[llvm] 54a9e99 - Add Transform for `(and/or (eq/ne A,Pow2),(eq/ne A,-Pow2))`->`(eq/ne (and (and A,Pow2),~(Pow2*2)), 0)`

Tue Feb 14 16:59:22 PST 2023

Author: Noah Goldstein
Date: 2023-02-14T18:59:04-06:00
New Revision: 54a9e992c84cc4b1668329494f4355e7d0b8e470

URL: https://github.com/llvm/llvm-project/commit/54a9e992c84cc4b1668329494f4355e7d0b8e470
DIFF: https://github.com/llvm/llvm-project/commit/54a9e992c84cc4b1668329494f4355e7d0b8e470.diff

LOG: Add Transform for `(and/or (eq/ne A,Pow2),(eq/ne A,-Pow2))`->`(eq/ne (and (and A,Pow2),~(Pow2*2)), 0)`

In many instances this can be preferable if the `icmp` -> `i1` cannot be
done in one instruction (such as X86 for scalars).

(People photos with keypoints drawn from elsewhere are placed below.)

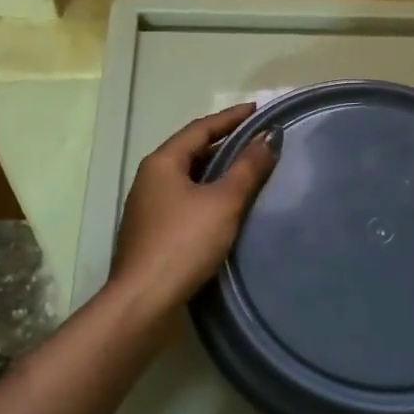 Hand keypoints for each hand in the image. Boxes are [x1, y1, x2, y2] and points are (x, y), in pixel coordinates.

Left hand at [111, 102, 279, 309]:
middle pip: (192, 150)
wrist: (144, 302)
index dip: (231, 117)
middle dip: (225, 142)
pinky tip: (228, 205)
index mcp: (162, 162)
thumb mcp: (223, 201)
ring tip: (249, 168)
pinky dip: (209, 193)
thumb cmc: (184, 243)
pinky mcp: (153, 232)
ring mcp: (149, 207)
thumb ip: (248, 167)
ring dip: (217, 169)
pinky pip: (186, 199)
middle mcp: (150, 178)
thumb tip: (270, 136)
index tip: (258, 110)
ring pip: (189, 177)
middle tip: (257, 139)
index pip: (201, 128) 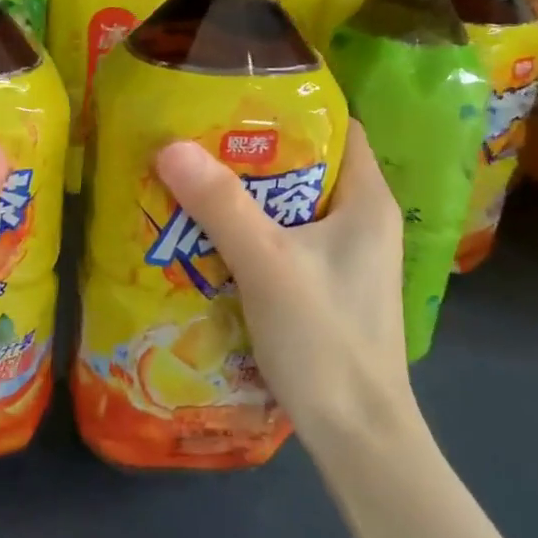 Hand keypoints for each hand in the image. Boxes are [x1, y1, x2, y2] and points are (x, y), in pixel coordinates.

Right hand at [153, 122, 420, 451]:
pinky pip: (287, 242)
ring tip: (194, 181)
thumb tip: (170, 146)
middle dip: (254, 153)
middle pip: (308, 166)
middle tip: (199, 140)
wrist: (358, 437)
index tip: (236, 100)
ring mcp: (348, 259)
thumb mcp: (267, 264)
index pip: (339, 129)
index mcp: (368, 201)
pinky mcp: (329, 289)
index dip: (293, 109)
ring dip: (248, 196)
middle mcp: (364, 222)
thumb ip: (220, 204)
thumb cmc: (325, 339)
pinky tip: (210, 238)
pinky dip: (253, 232)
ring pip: (293, 207) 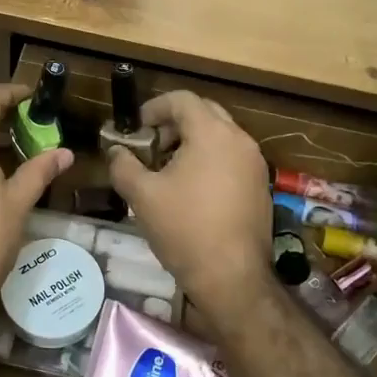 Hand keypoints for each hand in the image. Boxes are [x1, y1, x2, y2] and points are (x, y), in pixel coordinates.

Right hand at [105, 91, 274, 336]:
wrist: (232, 277)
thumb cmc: (184, 229)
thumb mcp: (142, 195)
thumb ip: (123, 165)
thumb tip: (116, 151)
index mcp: (213, 133)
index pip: (182, 99)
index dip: (154, 108)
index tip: (135, 128)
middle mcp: (240, 140)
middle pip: (204, 113)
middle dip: (174, 124)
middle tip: (151, 146)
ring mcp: (255, 164)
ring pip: (220, 136)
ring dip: (191, 142)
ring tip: (166, 170)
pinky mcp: (260, 186)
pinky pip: (231, 158)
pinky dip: (209, 160)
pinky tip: (190, 190)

At the moment guarded behind `TLI.isDesirableToCombineLogicOpOfSETCC`.

alive2 links:
https://alive2.llvm.org/ce/z/nLm5sN
https://alive2.llvm.org/ce/z/moEcyE

Reviewed By: RKSimon

Differential Revision: https://reviews.llvm.org/D142344

Added: 
    

Modified: 
    llvm/include/llvm/CodeGen/TargetLowering.h
    llvm/lib/CodeGen/SelectionDAG/DAGCombiner.cpp
    llvm/lib/Target/X86/X86ISelLowering.cpp
    llvm/lib/Target/X86/X86ISelLowering.h
    llvm/test/CodeGen/X86/icmp-pow2-logic-npow2.ll

Removed: 
    


################################################################################
diff  --git a/llvm/include/llvm/CodeGen/TargetLowering.h b/llvm/include/llvm/CodeGen/TargetLowering.h
index 5b1dea3ed8a8..f6fb97df778a 100644

--- a/llvm/include/llvm/CodeGen/TargetLowering.h
+++ b/llvm/include/llvm/CodeGen/TargetLowering.h
@@ -4002,6 +4002,23 @@ class TargetLowering : public TargetLoweringBase {
     return true;
   }
 
+  // Return true if its desirable to try and optimize LogicOp(SETCC0, SETCC1).
+  // An example (what is implemented as of writing this) is:
+  //    With C as a power of 2 and C != 0 and C != INT_MIN:
+  //       (icmp eq A, C) | (icmp eq A, -C)
+  //            -> (icmp eq and(add(A, C), ~(C + C)), 0)
+  //     (icmp ne A, C) & (icmp ne A, -C)w
+  //            -> (icmp ne and(add(A, C), ~(C + C)), 0)
+  //
+  // @param LogicOp the logic op
+  // @param SETCC0 the first of the SETCC nodes
+  // @param SETCC0 the second of the SETCC nodes
+  virtual bool isDesirableToCombineLogicOpOfSETCC(const SDNode *LogicOp,
+                                                  const SDNode *SETCC0,
+                                                  const SDNode *SETCC1) const {
+    return false;
+  }
+
   /// Return true if it is profitable to combine an XOR of a logical shift
   /// to create a logical shift of NOT. This transformation may not be desirable
   /// if it disrupts a particularly auspicious target-specific tree (e.g.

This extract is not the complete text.